The study, published in 2025 in Metabolism: Clinical and Experimental, volume 168, tested human fibroblasts, renal epithelial cells and skeletal muscle cells, then moved into mice. ReHMGB1, but not oxidized HMGB1, triggered senescence-like changes in the human cells and raised classic aging markers p21 and p16 in animals. In the mice, the protein also increased senescence-associated secretory phenotype, or SASP, factors and impaired muscle function, fitting the broader model in which senescent cells spread dysfunction by releasing inflammatory signals that weaken regeneration.
That redox split matters. Oxidized HMGB1 did not robustly produce the same effect, which makes the molecule less like a generic age marker and more like a switchable messenger.

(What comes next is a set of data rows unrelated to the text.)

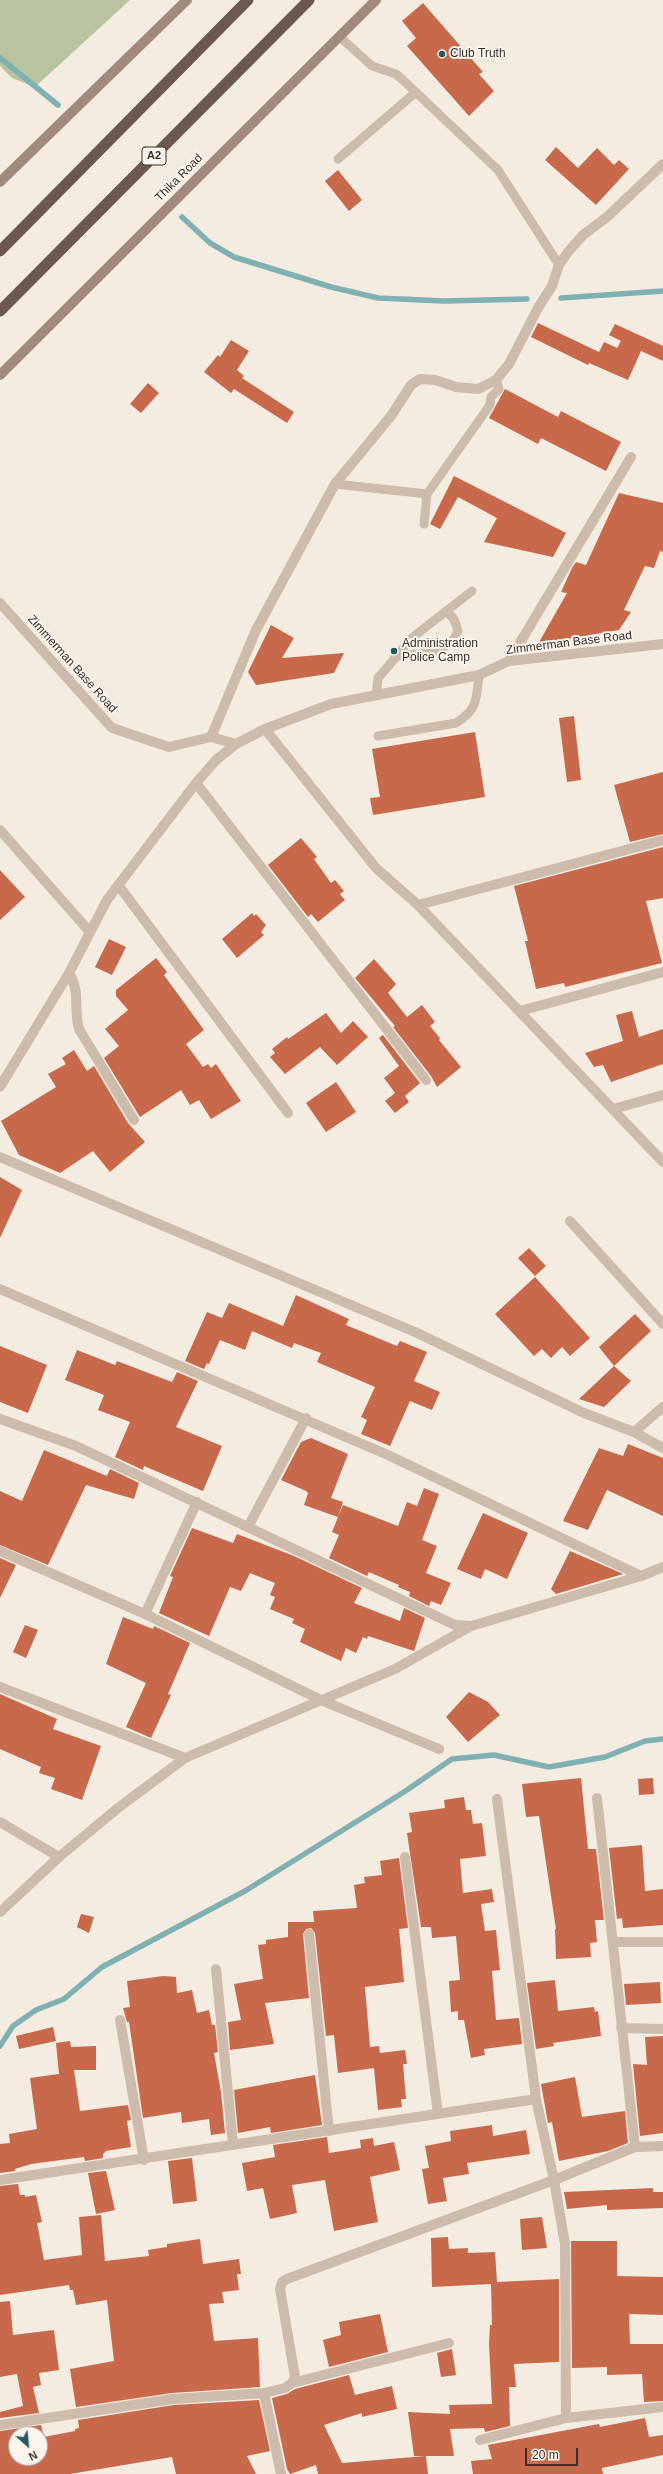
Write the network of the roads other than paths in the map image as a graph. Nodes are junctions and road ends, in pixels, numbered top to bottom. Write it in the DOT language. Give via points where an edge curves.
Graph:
graph roads {
  1 [pos="187,0"];
  2 [pos="248,0"];
  3 [pos="308,0"];
  4 [pos="376,0"];
  5 [pos="340,37"];
  6 [pos="416,92"];
  7 [pos="338,159"];
  8 [pos="663,164"];
  9 [pos="1,180"];
  10 [pos="0,250"];
  11 [pos="559,265"];
  12 [pos="0,311"];
  13 [pos="0,375"];
  14 [pos="496,380"];
  15 [pos="631,457"];
  16 [pos="335,484"];
  17 [pos="427,494"];
  18 [pos="424,524"];
  19 [pos="472,591"];
  20 [pos="0,603"];
  21 [pos="446,611"];
  22 [pos="663,644"];
  23 [pos="399,656"];
  24 [pos="509,661"];
  25 [pos="479,676"];
  26 [pos="376,696"];
  27 [pos="265,729"];
  28 [pos="378,736"];
  29 [pos="211,737"];
  30 [pos="236,744"];
  31 [pos="196,783"];
  32 [pos="0,830"];
  33 [pos="663,840"];
  34 [pos="119,886"];
  35 [pos="418,905"];
  36 [pos="89,931"];
  37 [pos="663,972"];
  38 [pos="69,973"];
  39 [pos="520,1011"];
  40 [pos="426,1080"];
  41 [pos="0,1087"];
  42 [pos="663,1095"];
  43 [pos="613,1109"];
  44 [pos="288,1113"];
  45 [pos="134,1120"];
  46 [pos="0,1157"];
  47 [pos="663,1162"];
  48 [pos="570,1221"];
  49 [pos="0,1289"];
  50 [pos="663,1324"];
  51 [pos="663,1408"];
  52 [pos="306,1418"];
  53 [pos="0,1419"];
  54 [pos="634,1432"];
  55 [pos="663,1448"];
  56 [pos="197,1502"];
  57 [pos="248,1527"];
  58 [pos="0,1551"];
  59 [pos="663,1567"];
  60 [pos="641,1576"];
  61 [pos="144,1614"];
  62 [pos="471,1626"];
  63 [pos="0,1688"];
  64 [pos="323,1701"];
  65 [pos="439,1749"];
  66 [pos="185,1758"];
  67 [pos="597,1798"];
  68 [pos="497,1799"];
  69 [pos="0,1822"];
  70 [pos="59,1857"];
  71 [pos="405,1857"];
  72 [pos="0,1912"];
  73 [pos="309,1934"];
  74 [pos="614,1942"];
  75 [pos="663,1942"];
  76 [pos="216,1969"];
  77 [pos="120,2020"];
  78 [pos="621,2028"];
  79 [pos="663,2029"];
  80 [pos="536,2099"];
  81 [pos="438,2114"];
  82 [pos="329,2131"];
  83 [pos="232,2145"];
  84 [pos="663,2146"];
  85 [pos="635,2147"];
  86 [pos="144,2160"];
  87 [pos="0,2180"];
  88 [pos="554,2180"];
  89 [pos="449,2343"];
  90 [pos="292,2383"];
  91 [pos="264,2393"];
  92 [pos="663,2407"];
  93 [pos="566,2418"];
  94 [pos="0,2425"];
  95 [pos="480,2440"];
  96 [pos="281,2474"];
  1 -- 9 [label="main road"];
  2 -- 10 [label="highway"];
  3 -- 12 [label="highway, A2"];
  4 -- 5 [label="main road, Thika Road"];
  5 -- 6 [label="lane" via="363,60 372,66 396,74"];
  5 -- 13 [label="main road, Thika Road"];
  6 -- 7 [label="lane"];
  6 -- 11 [label="lane" via="498,170"];
  8 -- 11 [label="street" via="607,217 583,235"];
  11 -- 14 [label="street" via="552,286 509,364"];
  14 -- 16 [label="street" via="478,389 420,379 402,397 391,416"];
  14 -- 17 [label="lane" via="499,389 491,397 490,404"];
  15 -- 24 [label="street"];
  16 -- 17 [label="lane"];
  16 -- 29 [label="street" via="256,630"];
  17 -- 18 [label="lane"];
  19 -- 21 [label="lane"];
  20 -- 29 [label="street, Zimmerman Base Road" via="112,728 169,747"];
  21 -- 23 [label="lane" via="413,637"];
  21 -- 23 [label="lane" via="454,619 458,631 449,643 435,652"];
  22 -- 24 [label="street, Zimmerman Base Road"];
  23 -- 26 [label="lane" via="378,678"];
  24 -- 25 [label="street, Zimmerman Base Road"];
  25 -- 26 [label="street, Zimmerman Base Road"];
  25 -- 28 [label="lane" via="472,712 456,723"];
  26 -- 27 [label="street, Zimmerman Base Road" via="331,704"];
  27 -- 30 [label="street, Zimmerman Base Road"];
  27 -- 35 [label="street" via="376,868"];
  29 -- 30 [label="street, Zimmerman Base Road"];
  30 -- 31 [label="street" via="216,760"];
  31 -- 34 [label="street"];
  31 -- 40 [label="street"];
  32 -- 36 [label="street"];
  33 -- 35 [label="street"];
  34 -- 36 [label="street" via="107,900"];
  34 -- 44 [label="street"];
  35 -- 39 [label="street"];
  36 -- 38 [label="street"];
  37 -- 39 [label="street"];
  38 -- 41 [label="street"];
  38 -- 45 [label="street" via="76,984 75,1017 79,1029"];
  39 -- 43 [label="street"];
  42 -- 43 [label="street"];
  43 -- 47 [label="street"];
  46 -- 54 [label="street" via="415,1332 584,1413"];
  48 -- 50 [label="street"];
  49 -- 52 [label="street"];
  51 -- 54 [label="street"];
  52 -- 57 [label="street"];
  52 -- 60 [label="street"];
  53 -- 56 [label="street" via="76,1446"];
  54 -- 55 [label="street"];
  56 -- 57 [label="street"];
  56 -- 61 [label="street"];
  57 -- 62 [label="street" via="455,1625"];
  58 -- 61 [label="street"];
  59 -- 60 [label="street"];
  60 -- 62 [label="street"];
  61 -- 64 [label="street"];
  62 -- 64 [label="street" via="394,1668"];
  63 -- 66 [label="street"];
  64 -- 65 [label="street"];
  64 -- 66 [label="street"];
  66 -- 70 [label="street" via="118,1808"];
  67 -- 74 [label="street"];
  68 -- 80 [label="street"];
  69 -- 70 [label="street"];
  70 -- 72 [label="street"];
  71 -- 81 [label="street"];
  73 -- 82 [label="street"];
  74 -- 75 [label="street"];
  74 -- 78 [label="street"];
  76 -- 83 [label="street"];
  77 -- 86 [label="street"];
  78 -- 79 [label="street"];
  78 -- 85 [label="street"];
  80 -- 81 [label="street"];
  80 -- 88 [label="street"];
  81 -- 82 [label="street"];
  82 -- 83 [label="street"];
  83 -- 86 [label="street"];
  84 -- 85 [label="street"];
  85 -- 88 [label="street"];
  86 -- 87 [label="street"];
  88 -- 90 [label="street" via="282,2282 280,2289 295,2377"];
  88 -- 93 [label="street" via="565,2244"];
  89 -- 90 [label="street"];
  90 -- 91 [label="street" via="285,2388"];
  91 -- 94 [label="street" via="173,2399"];
  91 -- 96 [label="street"];
  92 -- 93 [label="street"];
  93 -- 95 [label="street"];
}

The paper, titled “Propagation of senescent phenotypes by extracellular HMGB1 is dependent on its redox state,” lists collaborators including Michael J. Conboy, Irina M. Conboy and Christopher D. Wiley, and the Korea University release says the work also drew on aging expertise from the University of California, Berkeley, and Tufts University.
The most practical result came in a middle-aged mouse muscle injury model. When researchers used anti-HMGB1 antibodies, senescence markers fell, muscle regeneration improved and physical performance recovered. That is the kind of preclinical result that gets attention because it points past theory and into tissue repair, but it is still a mouse result, not a therapy ready for clinics in Seoul, Berkeley or Medford. Human aging is messier, doses will matter, and blocking HMGB1 could carry risks because the protein also has normal roles in inflammation and repair.
Still, the translational angle is hard to ignore. Jeon’s team said this was the first evidence that a circulating HMGB1 isoform can induce senescence in remote tissues, and the finding opens a new way to think about disorders tied to aging biology, from muscle loss and frailty to conditions such as arthritis and Alzheimer’s disease. The real test now is whether dialing down HMGB1 in people can slow tissue decline without blunting the body’s own cleanup and healing systems.